Violence against women harms their children too.
In the three years from April 2011 to March 2014, Local Safeguarding Children Boards in England carried out a total of 293 Serious Case Reviews (SCRs) (1). Each one of these concerned a child or children who had died or been seriously harmed as a result of abuse or neglect. In a review of these SCRs, we found that in 54% of cases, there was documented evidence of domestic violence in the parents’ relationship. This included 70 children who had died within a context of domestic violence in the family.

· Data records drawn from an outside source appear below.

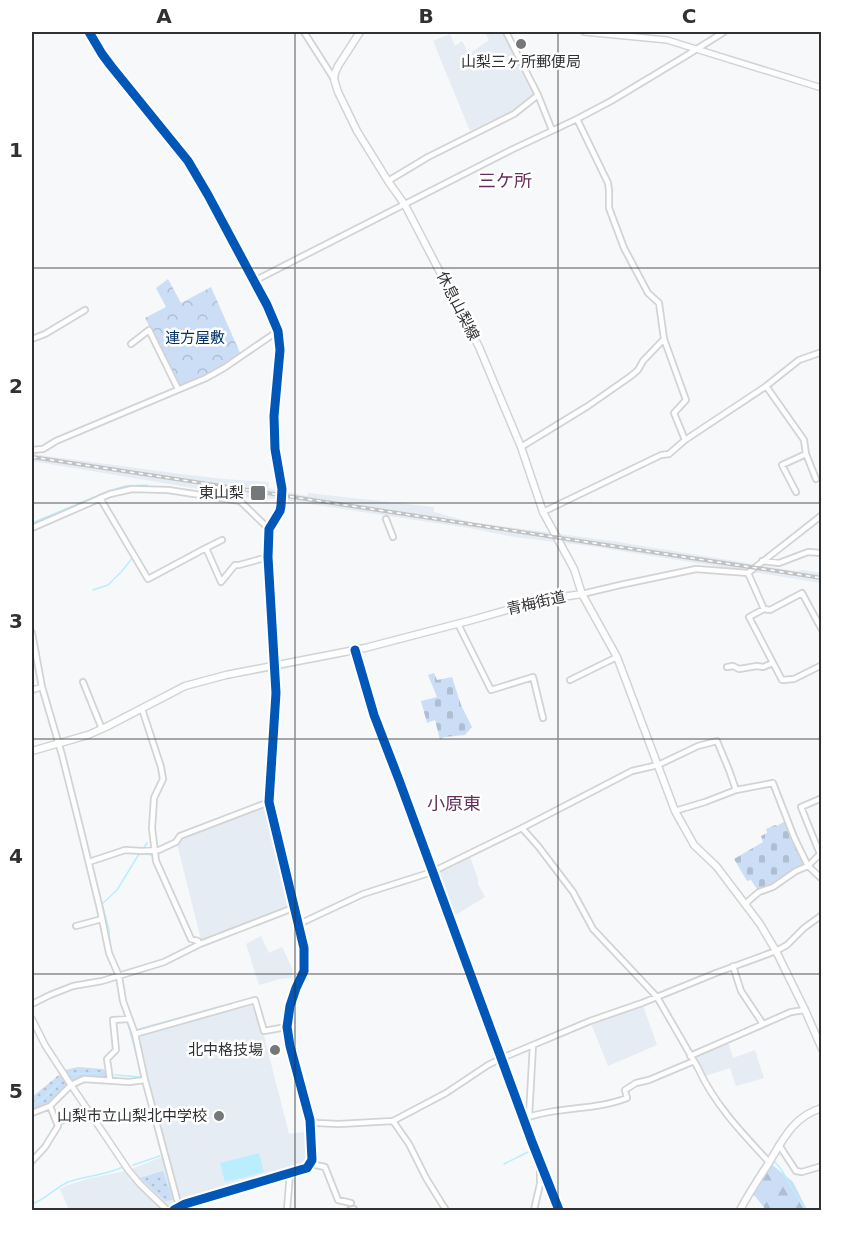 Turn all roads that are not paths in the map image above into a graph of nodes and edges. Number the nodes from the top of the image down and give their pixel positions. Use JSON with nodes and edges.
{"nodes":[{"id":1,"x":89,"y":32,"type":"edge"},
{"id":2,"x":304,"y":32,"type":"edge"},
{"id":3,"x":360,"y":32,"type":"edge"},
{"id":4,"x":506,"y":32,"type":"edge"},
{"id":5,"x":584,"y":32,"type":"edge"},
{"id":6,"x":724,"y":32,"type":"edge"},
{"id":7,"x":697,"y":49,"type":"junction"},
{"id":8,"x":334,"y":79,"type":"junction"},
{"id":9,"x":822,"y":88,"type":"edge"},
{"id":10,"x":538,"y":95,"type":"junction"},
{"id":11,"x":577,"y":119,"type":"junction"},
{"id":12,"x":552,"y":130,"type":"junction"},
{"id":13,"x":388,"y":181,"type":"junction"},
{"id":14,"x":405,"y":205,"type":"junction"},
{"id":15,"x":254,"y":281,"type":"junction"},
{"id":16,"x":85,"y":310,"type":"dead end"},
{"id":17,"x":278,"y":331,"type":"junction"},
{"id":18,"x":32,"y":339,"type":"edge"},
{"id":19,"x":664,"y":339,"type":"junction"},
{"id":20,"x":131,"y":344,"type":"dead end"},
{"id":21,"x":822,"y":352,"type":"edge"},
{"id":22,"x":766,"y":386,"type":"junction"},
{"id":23,"x":178,"y":389,"type":"junction"},
{"id":24,"x":685,"y":440,"type":"junction"},
{"id":25,"x":521,"y":447,"type":"junction"},
{"id":26,"x":32,"y":450,"type":"edge"},
{"id":27,"x":806,"y":454,"type":"junction"},
{"id":28,"x":816,"y":479,"type":"dead end"},
{"id":29,"x":796,"y":492,"type":"dead end"},
{"id":30,"x":100,"y":498,"type":"junction"},
{"id":31,"x":543,"y":512,"type":"junction"},
{"id":32,"x":822,"y":515,"type":"edge"},
{"id":33,"x":386,"y":519,"type":"dead end"},
{"id":34,"x":32,"y":528,"type":"edge"},
{"id":35,"x":269,"y":529,"type":"junction"},
{"id":36,"x":393,"y":537,"type":"dead end"},
{"id":37,"x":222,"y":540,"type":"dead end"},
{"id":38,"x":206,"y":548,"type":"junction"},
{"id":39,"x":822,"y":552,"type":"edge"},
{"id":40,"x":268,"y":557,"type":"junction"},
{"id":41,"x":762,"y":561,"type":"junction"},
{"id":42,"x":748,"y":573,"type":"junction"},
{"id":43,"x":582,"y":594,"type":"junction"},
{"id":44,"x":764,"y":609,"type":"junction"},
{"id":45,"x":458,"y":624,"type":"junction"},
{"id":46,"x":822,"y":630,"type":"edge"},
{"id":47,"x":32,"y":633,"type":"edge"},
{"id":48,"x":355,"y":650,"type":"junction"},
{"id":49,"x":617,"y":657,"type":"junction"},
{"id":50,"x":773,"y":663,"type":"junction"},
{"id":51,"x":822,"y":665,"type":"edge"},
{"id":52,"x":275,"y":666,"type":"junction"},
{"id":53,"x":727,"y":667,"type":"dead end"},
{"id":54,"x":570,"y":680,"type":"dead end"},
{"id":55,"x":83,"y":682,"type":"dead end"},
{"id":56,"x":42,"y":687,"type":"junction"},
{"id":57,"x":32,"y":690,"type":"edge"},
{"id":58,"x":142,"y":709,"type":"junction"},
{"id":59,"x":543,"y":717,"type":"dead end"},
{"id":60,"x":102,"y":729,"type":"junction"},
{"id":61,"x":59,"y":743,"type":"junction"},
{"id":62,"x":32,"y":751,"type":"edge"},
{"id":63,"x":658,"y":765,"type":"junction"},
{"id":64,"x":736,"y":790,"type":"junction"},
{"id":65,"x":822,"y":798,"type":"edge"},
{"id":66,"x":270,"y":802,"type":"junction"},
{"id":67,"x":675,"y":811,"type":"junction"},
{"id":68,"x":522,"y":828,"type":"junction"},
{"id":69,"x":155,"y":853,"type":"junction"},
{"id":70,"x":89,"y":862,"type":"junction"},
{"id":71,"x":808,"y":866,"type":"junction"},
{"id":72,"x":432,"y":872,"type":"junction"},
{"id":73,"x":822,"y":879,"type":"edge"},
{"id":74,"x":746,"y":903,"type":"junction"},
{"id":75,"x":293,"y":908,"type":"junction"},
{"id":76,"x":822,"y":915,"type":"edge"},
{"id":77,"x":102,"y":919,"type":"junction"},
{"id":78,"x":299,"y":924,"type":"junction"},
{"id":79,"x":76,"y":926,"type":"dead end"},
{"id":80,"x":200,"y":944,"type":"junction"},
{"id":81,"x":776,"y":951,"type":"junction"},
{"id":82,"x":733,"y":966,"type":"junction"},
{"id":83,"x":119,"y":976,"type":"junction"},
{"id":84,"x":657,"y":997,"type":"junction"},
{"id":85,"x":32,"y":1004,"type":"edge"},
{"id":86,"x":805,"y":1010,"type":"junction"},
{"id":87,"x":32,"y":1019,"type":"edge"},
{"id":88,"x":129,"y":1019,"type":"junction"},
{"id":89,"x":763,"y":1024,"type":"junction"},
{"id":90,"x":287,"y":1027,"type":"junction"},
{"id":91,"x":135,"y":1034,"type":"junction"},
{"id":92,"x":533,"y":1045,"type":"junction"},
{"id":93,"x":822,"y":1049,"type":"edge"},
{"id":94,"x":690,"y":1056,"type":"junction"},
{"id":95,"x":502,"y":1059,"type":"junction"},
{"id":96,"x":694,"y":1061,"type":"junction"},
{"id":97,"x":110,"y":1080,"type":"junction"},
{"id":98,"x":145,"y":1080,"type":"junction"},
{"id":99,"x":71,"y":1085,"type":"junction"},
{"id":100,"x":50,"y":1106,"type":"junction"},
{"id":101,"x":822,"y":1108,"type":"edge"},
{"id":102,"x":32,"y":1113,"type":"edge"},
{"id":103,"x":526,"y":1118,"type":"junction"},
{"id":104,"x":310,"y":1120,"type":"junction"},
{"id":105,"x":393,"y":1121,"type":"junction"},
{"id":106,"x":779,"y":1145,"type":"junction"},
{"id":107,"x":32,"y":1161,"type":"edge"},
{"id":108,"x":769,"y":1162,"type":"junction"},
{"id":109,"x":310,"y":1164,"type":"junction"},
{"id":110,"x":540,"y":1165,"type":"junction"},
{"id":111,"x":820,"y":1166,"type":"edge"},
{"id":112,"x":290,"y":1173,"type":"junction"},
{"id":113,"x":822,"y":1174,"type":"edge"},
{"id":114,"x":352,"y":1208,"type":"edge"},
{"id":115,"x":177,"y":1209,"type":"edge"},
{"id":116,"x":167,"y":1210,"type":"edge"},
{"id":117,"x":287,"y":1210,"type":"edge"},
{"id":118,"x":446,"y":1210,"type":"edge"},
{"id":119,"x":534,"y":1210,"type":"edge"},
{"id":120,"x":559,"y":1210,"type":"edge"},
{"id":121,"x":740,"y":1210,"type":"edge"}],
"edges":[{"from":1,"to":15,"type":"street"},
{"from":2,"to":8,"type":"street"},
{"from":3,"to":8,"type":"main road"},
{"from":4,"to":10,"type":"street"},
{"from":5,"to":7,"type":"street"},
{"from":6,"to":7,"type":"street"},
{"from":7,"to":9,"type":"street"},
{"from":7,"to":11,"type":"street"},
{"from":8,"to":13,"type":"main road","name":"休息山梨線"},
{"from":10,"to":12,"type":"street"},
{"from":10,"to":13,"type":"street"},
{"from":11,"to":12,"type":"street"},
{"from":11,"to":19,"type":"street"},
{"from":12,"to":14,"type":"street"},
{"from":13,"to":14,"type":"main road","name":"休息山梨線"},
{"from":14,"to":15,"type":"street"},
{"from":14,"to":25,"type":"main road","name":"休息山梨線"},
{"from":15,"to":17,"type":"street"},
{"from":16,"to":18,"type":"street"},
{"from":17,"to":23,"type":"street"},
{"from":17,"to":35,"type":"street"},
{"from":19,"to":24,"type":"street"},
{"from":19,"to":25,"type":"street"},
{"from":20,"to":23,"type":"street"},
{"from":21,"to":22,"type":"street"},
{"from":22,"to":24,"type":"street"},
{"from":22,"to":27,"type":"street"},
{"from":23,"to":26,"type":"street"},
{"from":24,"to":31,"type":"street"},
{"from":25,"to":31,"type":"main road","name":"休息山梨線"},
{"from":27,"to":28,"type":"street"},
{"from":27,"to":29,"type":"street"},
{"from":30,"to":34,"type":"street"},
{"from":30,"to":35,"type":"street"},
{"from":30,"to":38,"type":"street"},
{"from":31,"to":43,"type":"main road","name":"休息山梨線"},
{"from":32,"to":41,"type":"street"},
{"from":33,"to":36,"type":"street"},
{"from":35,"to":40,"type":"street"},
{"from":37,"to":38,"type":"street"},
{"from":38,"to":40,"type":"street"},
{"from":39,"to":41,"type":"street"},
{"from":40,"to":52,"type":"street"},
{"from":41,"to":42,"type":"street"},
{"from":42,"to":43,"type":"street"},
{"from":42,"to":44,"type":"street"},
{"from":43,"to":45,"type":"main road","name":"青梅街道"},
{"from":43,"to":49,"type":"main road","name":"青梅街道"},
{"from":44,"to":46,"type":"street"},
{"from":44,"to":50,"type":"street"},
{"from":45,"to":48,"type":"main road","name":"青梅街道"},
{"from":45,"to":59,"type":"street"},
{"from":47,"to":56,"type":"street"},
{"from":48,"to":52,"type":"main road","name":"青梅街道"},
{"from":48,"to":72,"type":"street"},
{"from":49,"to":54,"type":"street"},
{"from":49,"to":63,"type":"main road","name":"青梅街道"},
{"from":50,"to":51,"type":"street"},
{"from":50,"to":53,"type":"street"},
{"from":52,"to":58,"type":"main road","name":"青梅街道"},
{"from":52,"to":66,"type":"street"},
{"from":55,"to":60,"type":"street"},
{"from":56,"to":57,"type":"street"},
{"from":56,"to":61,"type":"street"},
{"from":58,"to":60,"type":"main road","name":"青梅街道"},
{"from":58,"to":69,"type":"street"},
{"from":60,"to":61,"type":"main road","name":"青梅街道"},
{"from":61,"to":62,"type":"main road","name":"青梅街道"},
{"from":61,"to":70,"type":"street"},
{"from":63,"to":64,"type":"street"},
{"from":63,"to":67,"type":"main road","name":"青梅街道"},
{"from":63,"to":68,"type":"street"},
{"from":64,"to":67,"type":"street"},
{"from":64,"to":71,"type":"street"},
{"from":65,"to":71,"type":"street"},
{"from":66,"to":69,"type":"street"},
{"from":66,"to":75,"type":"street"},
{"from":67,"to":74,"type":"main road","name":"青梅街道"},
{"from":68,"to":72,"type":"street"},
{"from":68,"to":84,"type":"street"},
{"from":69,"to":70,"type":"street"},
{"from":69,"to":80,"type":"street"},
{"from":70,"to":77,"type":"street"},
{"from":71,"to":73,"type":"street"},
{"from":71,"to":74,"type":"street"},
{"from":72,"to":78,"type":"street"},
{"from":72,"to":95,"type":"street"},
{"from":74,"to":81,"type":"main road","name":"青梅街道"},
{"from":75,"to":78,"type":"street"},
{"from":75,"to":80,"type":"street"},
{"from":76,"to":81,"type":"street"},
{"from":77,"to":79,"type":"street"},
{"from":77,"to":83,"type":"street"},
{"from":78,"to":90,"type":"street"},
{"from":80,"to":83,"type":"street"},
{"from":81,"to":82,"type":"street"},
{"from":81,"to":86,"type":"main road","name":"青梅街道"},
{"from":82,"to":84,"type":"street"},
{"from":82,"to":89,"type":"street"},
{"from":83,"to":85,"type":"street"},
{"from":83,"to":88,"type":"street"},
{"from":84,"to":92,"type":"street"},
{"from":84,"to":94,"type":"street"},
{"from":86,"to":89,"type":"street"},
{"from":86,"to":93,"type":"main road","name":"青梅街道"},
{"from":87,"to":99,"type":"street"},
{"from":88,"to":91,"type":"street"},
{"from":88,"to":97,"type":"street"},
{"from":89,"to":94,"type":"street"},
{"from":90,"to":91,"type":"street"},
{"from":90,"to":104,"type":"street"},
{"from":91,"to":98,"type":"street"},
{"from":92,"to":95,"type":"street"},
{"from":92,"to":103,"type":"street"},
{"from":94,"to":96,"type":"street"},
{"from":95,"to":103,"type":"street"},
{"from":95,"to":105,"type":"street"},
{"from":96,"to":103,"type":"street"},
{"from":96,"to":108,"type":"street"},
{"from":97,"to":98,"type":"street"},
{"from":97,"to":99,"type":"street"},
{"from":98,"to":115,"type":"street"},
{"from":99,"to":100,"type":"street"},
{"from":99,"to":116,"type":"street"},
{"from":100,"to":102,"type":"street"},
{"from":100,"to":107,"type":"street"},
{"from":101,"to":106,"type":"main road"},
{"from":103,"to":110,"type":"street"},
{"from":104,"to":105,"type":"street"},
{"from":104,"to":109,"type":"street"},
{"from":105,"to":118,"type":"street"},
{"from":106,"to":108,"type":"main road"},
{"from":106,"to":111,"type":"street"},
{"from":108,"to":121,"type":"main road"},
{"from":109,"to":112,"type":"street"},
{"from":109,"to":114,"type":"street"},
{"from":110,"to":119,"type":"street"},
{"from":110,"to":120,"type":"street"},
{"from":111,"to":113,"type":"street"},
{"from":112,"to":115,"type":"street"},
{"from":112,"to":117,"type":"street"}]}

It is now abundantly clear from research that living with domestic abuse is always harmful to children. This was emphasised in a recent special issue of the journal Child Abuse Review (2). At its extreme, this may result in the death of a child, the risks for which may continue even after separation. However, far more children continue to live in households where domestic violence is a part of ‘normal’ family life. The myth that because the children are in a different room and so don’t witness any actual violence, they aren’t harmed by it, has been very clearly shown to be a myth. Children pick up on the stress their parents feel; they experience the fear and terror when their mother is being hit or shouted at; they suffer from the controlling, threatening behaviour, the isolation and intimidation that are imposed on their mothers (for the reality is that, in most of these cases, it is the mother who is the victim).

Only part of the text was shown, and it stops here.